Politics - News Analysis

For the First Time Ever, Manhattan DA Says Trump Could Be Investigated for Criminal Tax Fraud

Manhattan DA Cyrus Vance will be back in the federal court of appeals later this week arguing (again) that the subpoenas it issued fit within the SCOTUS’s test for when a state may subpoena records from a president. The subpoena is from a state court, Trump sought injunctions in federal court. It went to the Supreme Court, which outlined a test for subpoenas. The federal district court applied the SCOTUS test and said the subpoena could go forward, Trump appealed that ruling. The appellate court is near sure to rule against Trump and Trump will then seek relief – again – from the SCOTUS. Trump will play out the clock as long as possible, certainly until after the election.

But according to CNBC, Vance’s briefing indicates for the first time that Manhattan prosecutors were investigating possible tax fraud.
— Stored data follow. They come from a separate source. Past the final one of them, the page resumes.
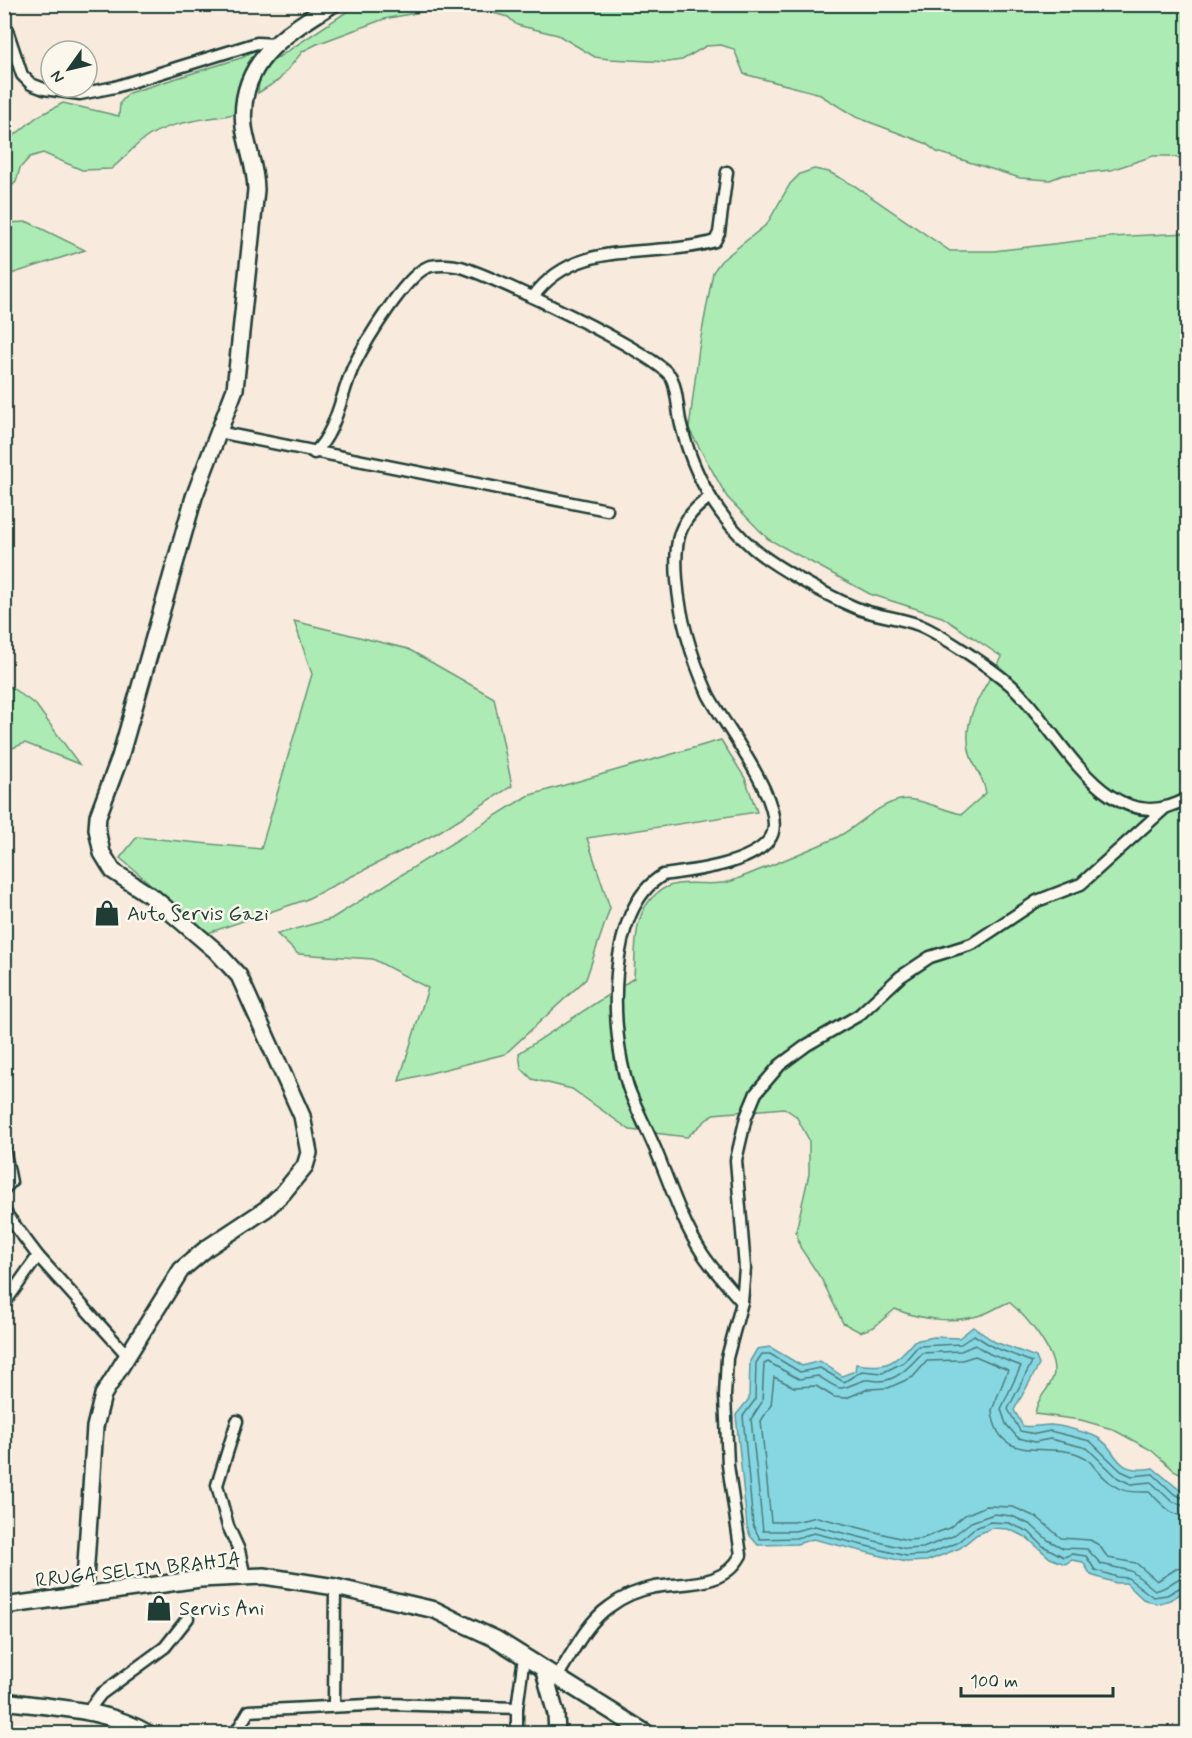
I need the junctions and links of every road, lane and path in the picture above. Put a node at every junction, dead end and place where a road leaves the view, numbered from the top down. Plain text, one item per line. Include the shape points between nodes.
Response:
1 (333, 4) edge
2 (4, 21) edge
3 (275, 44) junction
4 (727, 172) dead end
5 (533, 297) junction
6 (218, 432) junction
7 (314, 453) junction
8 (710, 497) junction
9 (607, 510) dead end
10 (1188, 798) edge
11 (1165, 808) junction
12 (4, 1148) edge
13 (4, 1189) edge
14 (4, 1211) edge
15 (38, 1256) junction
16 (741, 1302) junction
17 (4, 1304) edge
18 (127, 1355) junction
19 (237, 1421) dead end
20 (246, 1577) junction
21 (335, 1587) junction
22 (84, 1594) junction
23 (4, 1606) edge
24 (188, 1618) dead end
25 (524, 1657) junction
26 (551, 1674) junction
27 (4, 1701) edge
28 (334, 1705) junction
29 (517, 1708) junction
30 (87, 1712) junction
31 (149, 1734) edge
32 (235, 1734) edge
33 (517, 1734) edge
34 (557, 1734) edge
35 (648, 1734) edge

1 - 3 street
2 - 3 street via 22,75 31,84 80,94 257,43
3 - 6 street via 252,72 243,117 256,178 254,213 235,389
4 - 5 street via 715,241 587,259 551,275
5 - 7 street via 458,266 418,270 384,315 355,364 327,437
5 - 8 street via 624,345 669,374 693,467
6 - 7 street
6 - 18 street via 194,497 97,829 102,853 113,871 153,898 239,976 302,1116 309,1153 305,1166 284,1193 181,1270
7 - 9 street
8 - 11 street via 766,558 855,608 920,626 1006,681 1080,771 1097,785 1123,802
8 - 16 street via 697,506 676,538 679,606 708,693 763,785 774,827 771,838 762,847 724,865 663,875 654,880 629,917 621,937 617,1008 629,1088 675,1200 702,1252
10 - 11 street
11 - 16 street via 1081,884 1037,901 972,944 930,957 900,977 860,1015 780,1065 756,1094 736,1160 745,1241
12 - 13 street via 11,1182
14 - 15 street
15 - 17 street
15 - 18 street
16 - 26 street via 727,1358 725,1396 728,1465 741,1555 734,1567 717,1578 655,1587 610,1605
18 - 22 street via 97,1413
19 - 20 street via 217,1485
20 - 21 street, RRUGA SELIM BRAHJA via 264,1576
20 - 22 street, RRUGA SELIM BRAHJA
21 - 25 street, RRUGA SELIM BRAHJA via 435,1610
21 - 28 street
22 - 23 street, RRUGA SELIM BRAHJA
24 - 30 street via 165,1647 101,1694
25 - 26 street, RRUGA SELIM BRAHJA
25 - 29 street
26 - 34 street
26 - 35 street, RRUGA SELIM BRAHJA
27 - 30 street
28 - 29 street
28 - 32 street via 249,1711
29 - 33 street
30 - 31 street via 129,1721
That may sound familiar but it’s not. Two months ago we reported that the initial briefing stated that prosecutors sought records on possible bank fraud and insurance fraud, given that Trump would inflate values and deflate estimated values of property, depending upon the advantage.

Today, for the first time, New York said it might be going after the big one, tax fraud itself. It seems self-evident, even to the MAGAs – most likely, that Trump’s taxes contain evidence of several crimes or he would not be paying millions of dollars to keep them hidden. Tax fraud likely represents the biggest financial crime and often includes things like money laundering. It may also reveal that Trump has “transactions” with unsavory folks from all over the world who may hold undue influence that limits Trump’s independence.

According to CNBC:

But Vance’s team said in Monday’s court filing that the subpoena is more than justified by news reports that have raised the prospect that Trump and his company misstated the values of their business properties at different times.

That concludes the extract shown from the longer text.